To be really sure that our fix already covers your issue it would be very helpful if you could provide a minimal reproducer containing all relevant input files needed to run the simulation (LAMMPS input script, ML_FF, start configuration, submit script,...). Please also add relevant output files like the LAMMPS log file.
Some additional comments to answer your specific questions: When coupling with LAMMPS the VASPml library does not distribute the atoms across MPI ranks itself but instead relies on the domain decomposition scheme LAMMPS applies. Hence, it is out of the library's control how many atoms each MPI rank receives for evaluation of the force field. Nevertheless, the library should of course deal with any number including zero. Theoretically, VASPml should be able to handle any number of MPI ranks, however, we highly recommend to actually benchmark the parallel efficiency before starting any production runs. The number of cores which can be used effectively in an MD simulation with a machine-learned force field is typically much lower than the number of cores used for running the corresponding ab initio calculation (with a comparable number of atoms). Typically we expect that there is still decent parallel efficiency[1] if there are around 100-1000 atoms available per MPI rank. The actual numbers vary a lot between systems and force field settings (e.g. cutoff radius, number of radial basis functions, etc.) and hence should be tested for each application case individually.

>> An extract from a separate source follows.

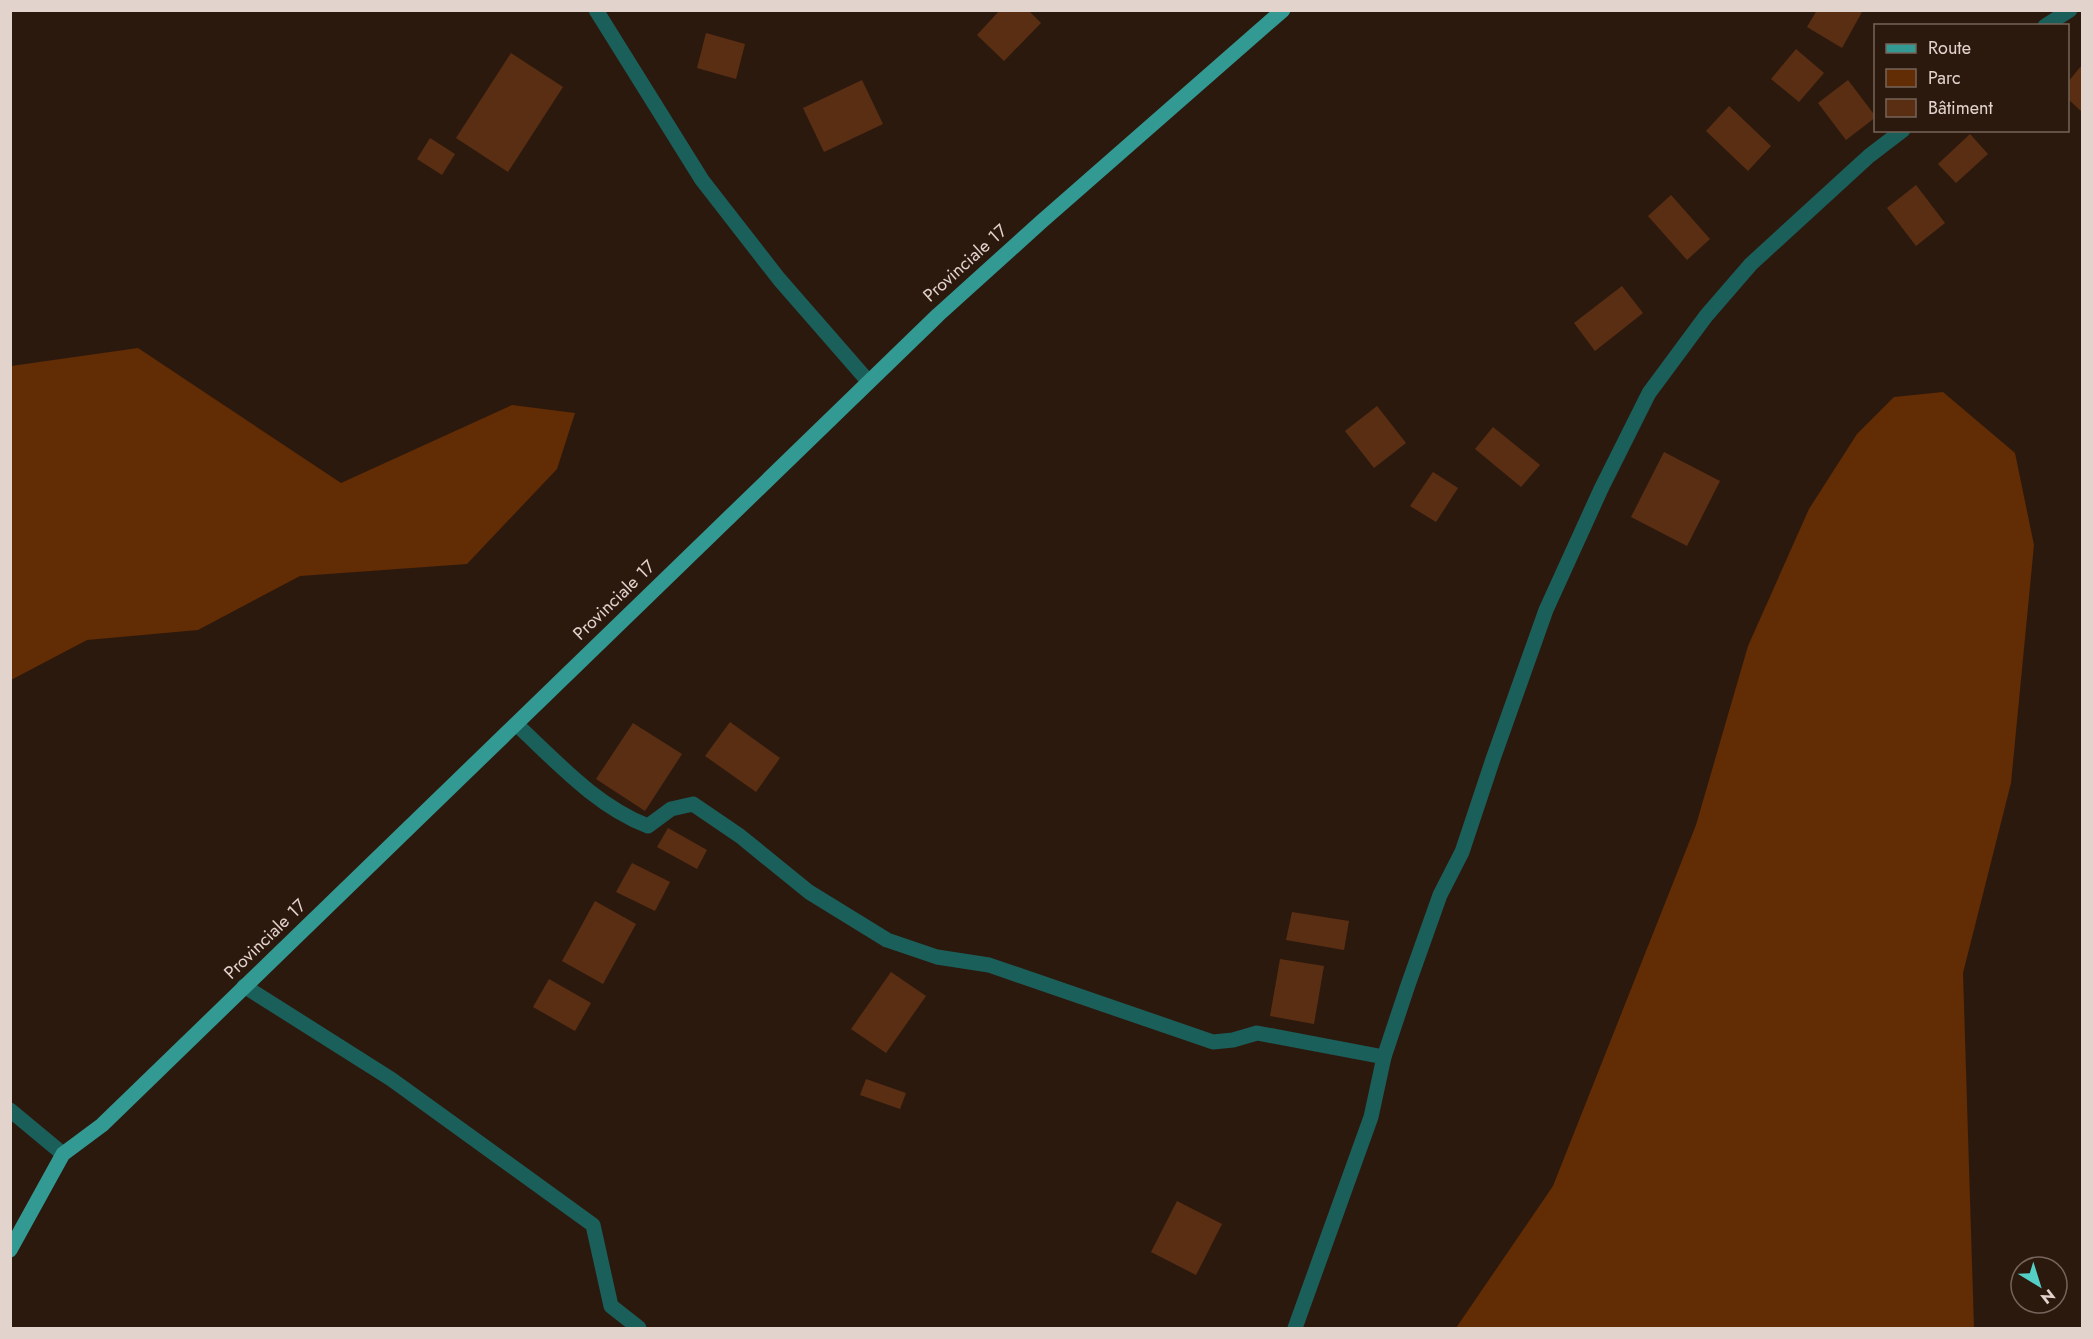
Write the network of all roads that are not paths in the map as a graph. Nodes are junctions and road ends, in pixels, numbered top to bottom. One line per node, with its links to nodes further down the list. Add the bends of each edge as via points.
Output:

[1] Parallel efficiency is often measured by dividing the actual speed-up with respect to serial execution by the number of cores used (the naively expected maximum speed-up) and expressing the result as percentage. For example, if your code runs 26 times faster on 32 cores than on a single core, the parallel efficiency is roughly 81%. It is important to keep an eye on the parallel efficiency because low numbers mean increased (energy) costs with practically identical (or even higher) simulation runtimes.
All the best,
Andreas Singraber